Lucid Motors pushed back on Thursday against a Bloomberg report in which the electric vehicle maker’s interim CEO was quoted as not expecting additional funding from its main backer, the Public Investment Fund.
A Lucid spokesperson told EV that interim CEO Marc Winterhoff’s comments reported by Bloomberg were “taken out of context or misinterpreted,” adding that “Marc never said that the PIF won’t continue to invest.”
“Our expectation is exactly the opposite. There has been no change to our relationship with the PIF,” the spokesperson added in an email sent to EV.
Bloomberg reported earlier Thursday that Winterhoff said he sees no reason to expect more PIF funding but noted that Lucid is seeking additional international financing.
The comments came during an interview on the sidelines of the Future Minerals Forum in Riyadh.
The Lucid spokesperson clarified: “This was taken out of context or misinterpreted. We have regularly attracted investment outside the PIF, including the last convertible bond, where we financed $1 billion with other investors, as we always have.”
The company’s market capitalization stands at $3.26 billion — a fraction of the more than $8 billion the PIF has invested.
Asked by EV about the transcript of Winterhoff’s full remarks at the event, Lucid said it didn’t have it.
PIF Support
Saudi Arabia’s sovereign wealth fund holds a stake of more than 50% in Lucid and has invested more than $8 billion in the EV maker since 2018.
Last November, Lucid disclosed that the PIF agreed to increase a delayed draw term loan credit facility from $750 million to approximately $2 billion, boosting the company’s total liquidity by nearly $1.3 billion.
The company also raised $962.4 million in net proceeds through a new offering of convertible senior notes due November 2031 while agreeing to repurchase approximately $755.7 million in principal amount of existing 1.25% convertible notes due in 2026.
“The successful completion of this offering has further strengthened our balance sheet and positioned the company for long-term growth while minimizing any impact to our existing shareholders,” Chief Financial Officer Taoufiq Boussaid said at the time.
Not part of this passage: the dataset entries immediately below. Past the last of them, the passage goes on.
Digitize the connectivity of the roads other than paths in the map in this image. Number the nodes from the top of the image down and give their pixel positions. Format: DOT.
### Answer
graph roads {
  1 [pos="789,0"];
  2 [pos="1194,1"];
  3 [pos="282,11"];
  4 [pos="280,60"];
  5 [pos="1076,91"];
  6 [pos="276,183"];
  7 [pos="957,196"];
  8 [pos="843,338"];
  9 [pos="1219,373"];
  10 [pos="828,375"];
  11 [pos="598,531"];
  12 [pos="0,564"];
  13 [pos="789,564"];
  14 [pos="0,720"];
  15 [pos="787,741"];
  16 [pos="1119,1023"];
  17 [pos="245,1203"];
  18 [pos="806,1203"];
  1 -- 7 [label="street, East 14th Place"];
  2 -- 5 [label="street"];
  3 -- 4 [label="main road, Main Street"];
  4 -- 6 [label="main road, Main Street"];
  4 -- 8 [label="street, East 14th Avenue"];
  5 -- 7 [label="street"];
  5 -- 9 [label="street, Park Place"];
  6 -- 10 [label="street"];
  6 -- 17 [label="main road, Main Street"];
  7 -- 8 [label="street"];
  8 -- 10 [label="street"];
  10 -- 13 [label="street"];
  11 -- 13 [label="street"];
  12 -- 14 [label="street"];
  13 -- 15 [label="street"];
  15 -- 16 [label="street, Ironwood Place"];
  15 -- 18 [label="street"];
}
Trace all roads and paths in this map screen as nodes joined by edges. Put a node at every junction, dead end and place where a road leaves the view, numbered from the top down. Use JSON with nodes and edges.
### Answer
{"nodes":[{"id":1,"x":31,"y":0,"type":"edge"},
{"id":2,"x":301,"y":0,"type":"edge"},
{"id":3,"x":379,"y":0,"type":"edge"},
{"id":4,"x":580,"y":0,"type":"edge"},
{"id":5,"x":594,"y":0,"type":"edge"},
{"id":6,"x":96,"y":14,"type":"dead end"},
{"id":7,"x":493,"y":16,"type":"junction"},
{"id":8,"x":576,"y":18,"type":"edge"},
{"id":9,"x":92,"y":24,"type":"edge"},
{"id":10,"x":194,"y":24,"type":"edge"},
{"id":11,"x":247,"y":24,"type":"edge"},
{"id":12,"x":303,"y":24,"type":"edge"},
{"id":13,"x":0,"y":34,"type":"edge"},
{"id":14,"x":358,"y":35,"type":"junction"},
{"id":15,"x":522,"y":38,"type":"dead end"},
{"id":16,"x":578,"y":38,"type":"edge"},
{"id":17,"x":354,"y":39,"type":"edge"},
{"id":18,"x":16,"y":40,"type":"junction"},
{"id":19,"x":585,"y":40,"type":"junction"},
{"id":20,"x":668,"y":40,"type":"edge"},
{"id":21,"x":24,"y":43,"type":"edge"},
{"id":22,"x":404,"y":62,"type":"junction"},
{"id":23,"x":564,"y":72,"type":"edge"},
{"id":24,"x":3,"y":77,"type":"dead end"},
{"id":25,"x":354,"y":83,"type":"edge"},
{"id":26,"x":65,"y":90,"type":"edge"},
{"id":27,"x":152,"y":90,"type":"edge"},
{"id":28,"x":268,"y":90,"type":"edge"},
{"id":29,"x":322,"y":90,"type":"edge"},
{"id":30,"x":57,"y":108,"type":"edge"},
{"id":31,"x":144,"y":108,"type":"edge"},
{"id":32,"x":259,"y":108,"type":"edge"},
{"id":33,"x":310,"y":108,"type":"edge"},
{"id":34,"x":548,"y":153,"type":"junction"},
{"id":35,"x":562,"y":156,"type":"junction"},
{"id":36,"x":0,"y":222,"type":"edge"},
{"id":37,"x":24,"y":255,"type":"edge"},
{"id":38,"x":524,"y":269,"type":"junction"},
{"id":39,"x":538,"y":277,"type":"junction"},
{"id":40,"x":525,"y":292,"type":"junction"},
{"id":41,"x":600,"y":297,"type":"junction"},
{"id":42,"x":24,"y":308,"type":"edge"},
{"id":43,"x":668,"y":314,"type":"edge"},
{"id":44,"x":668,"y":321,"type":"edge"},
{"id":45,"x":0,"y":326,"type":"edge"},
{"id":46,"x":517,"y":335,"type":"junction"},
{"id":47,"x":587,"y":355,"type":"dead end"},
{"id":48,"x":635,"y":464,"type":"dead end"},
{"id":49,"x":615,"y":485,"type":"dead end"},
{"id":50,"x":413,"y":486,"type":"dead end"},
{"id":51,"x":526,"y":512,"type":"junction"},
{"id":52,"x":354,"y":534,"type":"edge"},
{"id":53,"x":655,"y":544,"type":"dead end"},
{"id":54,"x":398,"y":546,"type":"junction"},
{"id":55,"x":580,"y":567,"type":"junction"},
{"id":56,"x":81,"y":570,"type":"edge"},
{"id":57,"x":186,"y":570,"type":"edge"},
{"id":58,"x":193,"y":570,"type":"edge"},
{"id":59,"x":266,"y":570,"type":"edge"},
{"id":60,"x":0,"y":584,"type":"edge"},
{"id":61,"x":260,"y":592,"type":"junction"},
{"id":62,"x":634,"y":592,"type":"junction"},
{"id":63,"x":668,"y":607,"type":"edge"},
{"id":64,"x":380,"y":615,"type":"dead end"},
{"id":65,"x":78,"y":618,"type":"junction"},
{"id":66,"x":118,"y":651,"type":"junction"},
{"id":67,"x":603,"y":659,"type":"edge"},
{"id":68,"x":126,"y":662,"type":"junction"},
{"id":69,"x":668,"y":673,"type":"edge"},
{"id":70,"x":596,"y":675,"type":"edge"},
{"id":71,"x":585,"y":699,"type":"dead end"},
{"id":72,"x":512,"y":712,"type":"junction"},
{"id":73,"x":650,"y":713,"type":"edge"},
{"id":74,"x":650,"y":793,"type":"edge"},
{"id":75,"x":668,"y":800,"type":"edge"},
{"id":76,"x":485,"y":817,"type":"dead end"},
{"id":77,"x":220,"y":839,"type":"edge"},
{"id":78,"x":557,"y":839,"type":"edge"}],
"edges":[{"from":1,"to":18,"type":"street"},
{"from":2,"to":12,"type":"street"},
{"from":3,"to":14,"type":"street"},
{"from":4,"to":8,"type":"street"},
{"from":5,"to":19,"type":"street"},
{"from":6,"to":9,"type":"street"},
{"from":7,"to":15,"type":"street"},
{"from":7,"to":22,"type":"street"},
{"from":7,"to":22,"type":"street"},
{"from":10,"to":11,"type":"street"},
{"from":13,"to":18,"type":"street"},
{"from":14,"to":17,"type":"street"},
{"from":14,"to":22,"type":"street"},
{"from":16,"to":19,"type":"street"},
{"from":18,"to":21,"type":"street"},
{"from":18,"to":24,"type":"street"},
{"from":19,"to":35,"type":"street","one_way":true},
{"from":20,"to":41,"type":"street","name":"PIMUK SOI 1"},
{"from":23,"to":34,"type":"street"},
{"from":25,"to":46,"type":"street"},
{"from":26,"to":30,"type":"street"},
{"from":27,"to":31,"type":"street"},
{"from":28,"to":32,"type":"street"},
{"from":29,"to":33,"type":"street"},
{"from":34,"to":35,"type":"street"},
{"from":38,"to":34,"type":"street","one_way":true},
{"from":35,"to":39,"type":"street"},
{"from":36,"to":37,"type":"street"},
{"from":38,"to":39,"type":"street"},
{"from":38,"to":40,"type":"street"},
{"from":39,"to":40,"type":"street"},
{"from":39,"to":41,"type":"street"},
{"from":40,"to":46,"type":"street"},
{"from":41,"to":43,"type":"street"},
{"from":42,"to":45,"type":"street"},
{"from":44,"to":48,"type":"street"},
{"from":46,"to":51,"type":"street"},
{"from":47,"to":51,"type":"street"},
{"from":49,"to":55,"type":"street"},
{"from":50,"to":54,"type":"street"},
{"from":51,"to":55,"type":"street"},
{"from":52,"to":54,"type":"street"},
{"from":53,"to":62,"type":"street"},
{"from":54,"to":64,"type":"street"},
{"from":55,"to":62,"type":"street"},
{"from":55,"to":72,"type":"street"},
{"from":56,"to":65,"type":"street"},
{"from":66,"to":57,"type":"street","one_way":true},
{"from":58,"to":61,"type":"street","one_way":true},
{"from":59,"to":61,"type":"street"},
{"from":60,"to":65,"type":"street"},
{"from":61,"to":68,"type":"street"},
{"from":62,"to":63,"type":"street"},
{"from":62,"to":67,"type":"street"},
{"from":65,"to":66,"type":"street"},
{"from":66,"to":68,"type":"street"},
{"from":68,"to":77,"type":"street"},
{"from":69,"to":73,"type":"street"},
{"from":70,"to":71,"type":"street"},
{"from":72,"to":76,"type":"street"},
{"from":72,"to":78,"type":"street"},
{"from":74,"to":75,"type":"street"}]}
“We’re grateful for the continued support of our institutional investors and the PIF, who share our vision for a more sustainable future powered by Lucid’s industry-leading technology and innovations,” the CFO added.
Late last year, Winterhoff told Bloomberg that the company is “funded well into 2027” and would return to capital markets “when it’s opportune.”
Stock Under Pressure
The EV maker’s shares hit a new all-time low of $10.03 earlier Thursday. The stock lost 65% of its value in 2025.
Lucid posted a net loss of $978.8 million in the third quarter, a slight improvement from $992.5 million a year earlier.
The company reported a loss of $1.8 billion for the first nine months of the year and held $1.6 billion in cash and cash equivalents as of the end of the third quarter.
Fourth-quarter and full-year results are scheduled for February 24.
Privatization Speculation
The significant gap between PIF’s investment and Lucid‘s current valuation has fueled speculation about a potential take-private transaction.
In early October, Winterhoff said he was not aware of any plans by the PIF to take the company private.
Nick Twork, Lucid‘s VP of Communications, addressed the speculation on X late last year, writing that “the impact of any theoretical dilution is much higher on them than any other shareholder.”
“They are long-term investors driven by a strategic vision for value creation. Any dilution plays against them, like any investor,” Twork said, noting that “they are measured on the returns they deliver on a portfolio.”
Lucid executed a 1-for-10 reverse stock split last August. At the time, the CEO dismissed speculation that the decision was driven by delisting concerns.